Nothing, but that is not the point.

An electron which moves from a lower energy state to a higher
energy state gains mass, and similarly for the other particles.

A Nobel prize beckons if only you can prove it.

Since no *scientific* theory has ever been *proven*, it would more
be a Nobel prize for theology actually.

Don't be absurd. Loads of scientific theories have been proven to
loads or people's satisfaction.


Oh dear. You really know NOTHING. NO real scientist would EVER make
such a claim.


They would actually. It's all about the standard of proof one expects.
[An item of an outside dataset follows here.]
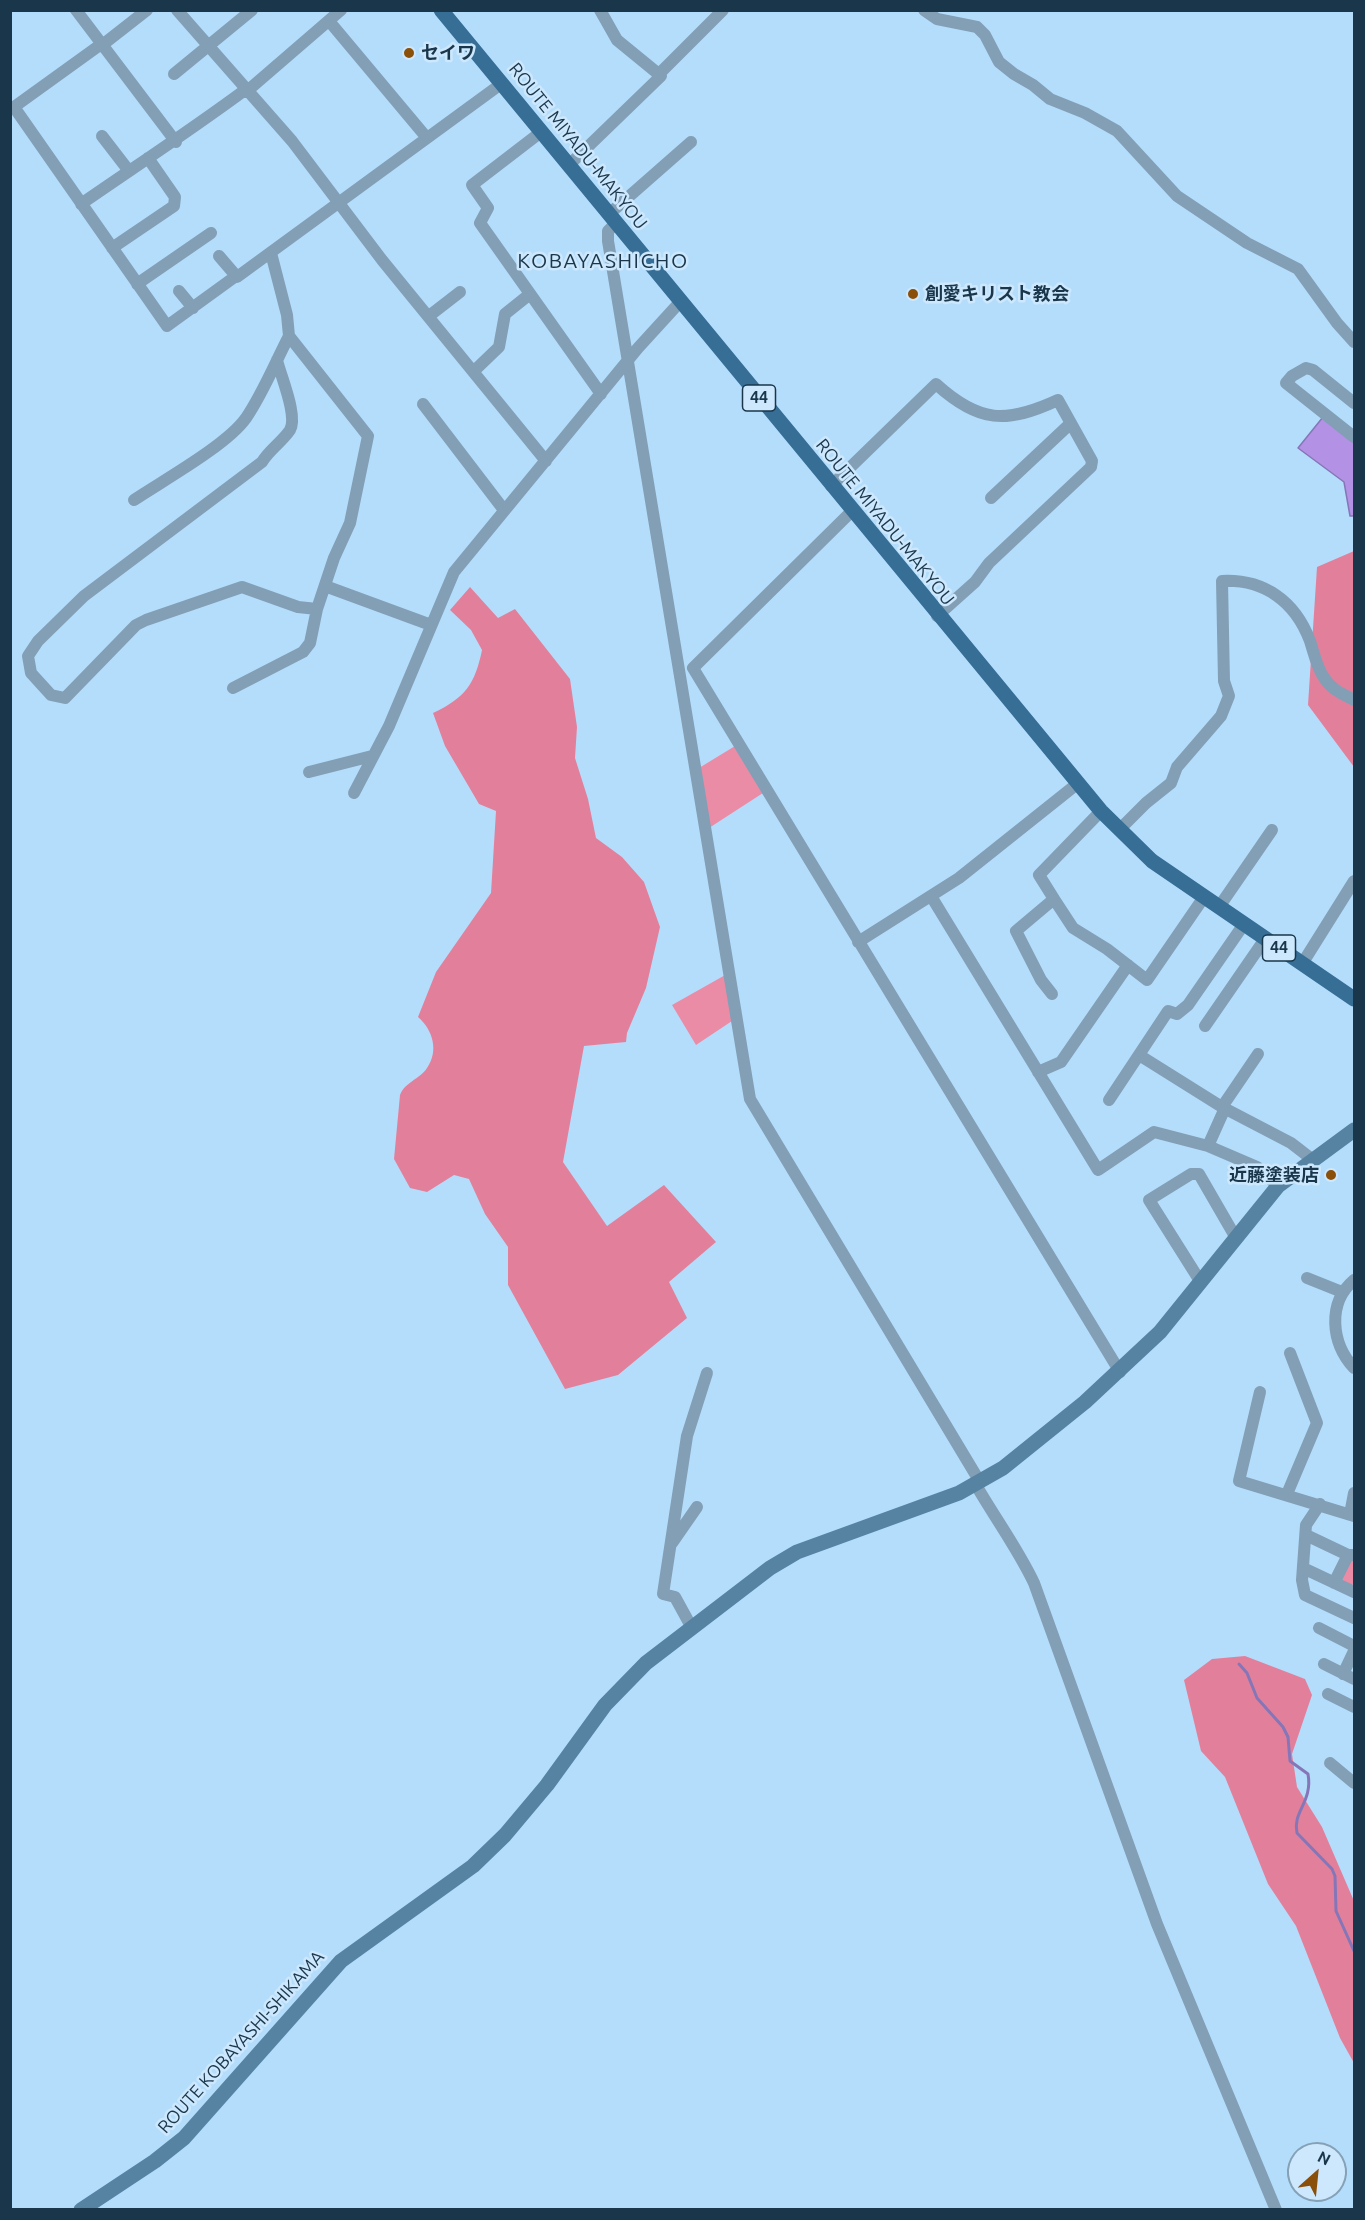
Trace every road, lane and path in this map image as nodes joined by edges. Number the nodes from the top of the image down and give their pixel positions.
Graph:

If you're saying that Nobel prizes are only
dished out for absolute 100% proof with no room for error at all
ever, you're wrong.


No, I am not. I am saying that anyone who can prove a scientific
theory AT ALL in any terms whatsoever is someone who has advanced
the whole cause of civilisation and reason way beyond the 40th
century.


You're applying, I think, an absolute standard of proof, which of course
is impossible to attain in anything. Back here in the real world, even
scientists accept a little less.



Why don't you go and play with yourself, and read up on e.g. Karl
Popper for light relief?


If you have a point, do make it.

Read Karl Popper. That is the point. Try 'conjectures and refutations'
to start with.

You cannot put any modern science in the correct context until you
understand the debate and his conclusions about what science actually
is, and can be, until you have.

Then you will understand why your position is philosophically meaningless.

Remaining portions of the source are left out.